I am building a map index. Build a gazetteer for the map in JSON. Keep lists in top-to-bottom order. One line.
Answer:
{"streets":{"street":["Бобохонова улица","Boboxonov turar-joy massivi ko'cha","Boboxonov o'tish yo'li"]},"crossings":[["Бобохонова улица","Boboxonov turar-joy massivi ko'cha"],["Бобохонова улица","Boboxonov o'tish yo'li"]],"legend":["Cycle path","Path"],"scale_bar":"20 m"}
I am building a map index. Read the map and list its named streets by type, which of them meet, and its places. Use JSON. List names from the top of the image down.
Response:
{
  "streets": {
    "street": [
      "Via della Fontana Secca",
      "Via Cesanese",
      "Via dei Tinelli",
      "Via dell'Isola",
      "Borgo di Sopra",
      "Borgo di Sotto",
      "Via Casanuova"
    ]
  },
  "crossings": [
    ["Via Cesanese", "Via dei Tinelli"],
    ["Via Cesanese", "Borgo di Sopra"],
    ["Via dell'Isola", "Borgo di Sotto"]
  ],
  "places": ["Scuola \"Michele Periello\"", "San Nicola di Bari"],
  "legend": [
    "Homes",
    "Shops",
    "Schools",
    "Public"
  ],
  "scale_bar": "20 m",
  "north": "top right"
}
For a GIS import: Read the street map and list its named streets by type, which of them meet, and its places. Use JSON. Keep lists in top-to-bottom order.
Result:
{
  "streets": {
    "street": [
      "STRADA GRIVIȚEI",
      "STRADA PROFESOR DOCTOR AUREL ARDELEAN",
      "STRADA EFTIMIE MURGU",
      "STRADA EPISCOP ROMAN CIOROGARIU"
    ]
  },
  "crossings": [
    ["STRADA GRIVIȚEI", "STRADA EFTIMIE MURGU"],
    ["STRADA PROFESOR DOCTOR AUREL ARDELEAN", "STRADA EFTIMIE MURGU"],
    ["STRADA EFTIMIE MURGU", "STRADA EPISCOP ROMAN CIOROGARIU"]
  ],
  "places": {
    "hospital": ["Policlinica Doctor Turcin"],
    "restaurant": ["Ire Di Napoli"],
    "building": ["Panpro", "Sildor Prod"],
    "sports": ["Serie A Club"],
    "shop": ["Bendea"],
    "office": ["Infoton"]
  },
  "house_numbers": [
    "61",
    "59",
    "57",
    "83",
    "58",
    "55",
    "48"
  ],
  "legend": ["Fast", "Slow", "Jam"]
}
^^^^^^^^^^^^^^^^
_TASK ITEM_
Exactly as written, copy out all the entries above.

_OUTPUT OF THE EXERCISE_
I am building a map index. Build a gazetteer for the map in JSON. Keep lists in top-to-bottom order. One line.
Answer:
{"streets":{"street":["Бобохонова улица","Boboxonov turar-joy massivi ko'cha","Boboxonov o'tish yo'li"]},"crossings":[["Бобохонова улица","Boboxonov turar-joy massivi ko'cha"],["Бобохонова улица","Boboxonov o'tish yo'li"]],"legend":["Cycle path","Path"],"scale_bar":"20 m"}
I am building a map index. Read the map and list its named streets by type, which of them meet, and its places. Use JSON. List names from the top of the image down.
Response:
{
  "streets": {
    "street": [
      "Via della Fontana Secca",
      "Via Cesanese",
      "Via dei Tinelli",
      "Via dell'Isola",
      "Borgo di Sopra",
      "Borgo di Sotto",
      "Via Casanuova"
    ]
  },
  "crossings": [
    ["Via Cesanese", "Via dei Tinelli"],
    ["Via Cesanese", "Borgo di Sopra"],
    ["Via dell'Isola", "Borgo di Sotto"]
  ],
  "places": ["Scuola \"Michele Periello\"", "San Nicola di Bari"],
  "legend": [
    "Homes",
    "Shops",
    "Schools",
    "Public"
  ],
  "scale_bar": "20 m",
  "north": "top right"
}
For a GIS import: Read the street map and list its named streets by type, which of them meet, and its places. Use JSON. Keep lists in top-to-bottom order.
Result:
{
  "streets": {
    "street": [
      "STRADA GRIVIȚEI",
      "STRADA PROFESOR DOCTOR AUREL ARDELEAN",
      "STRADA EFTIMIE MURGU",
      "STRADA EPISCOP ROMAN CIOROGARIU"
    ]
  },
  "crossings": [
    ["STRADA GRIVIȚEI", "STRADA EFTIMIE MURGU"],
    ["STRADA PROFESOR DOCTOR AUREL ARDELEAN", "STRADA EFTIMIE MURGU"],
    ["STRADA EFTIMIE MURGU", "STRADA EPISCOP ROMAN CIOROGARIU"]
  ],
  "places": {
    "hospital": ["Policlinica Doctor Turcin"],
    "restaurant": ["Ire Di Napoli"],
    "building": ["Panpro", "Sildor Prod"],
    "sports": ["Serie A Club"],
    "shop": ["Bendea"],
    "office": ["Infoton"]
  },
  "house_numbers": [
    "61",
    "59",
    "57",
    "83",
    "58",
    "55",
    "48"
  ],
  "legend": ["Fast", "Slow", "Jam"]
}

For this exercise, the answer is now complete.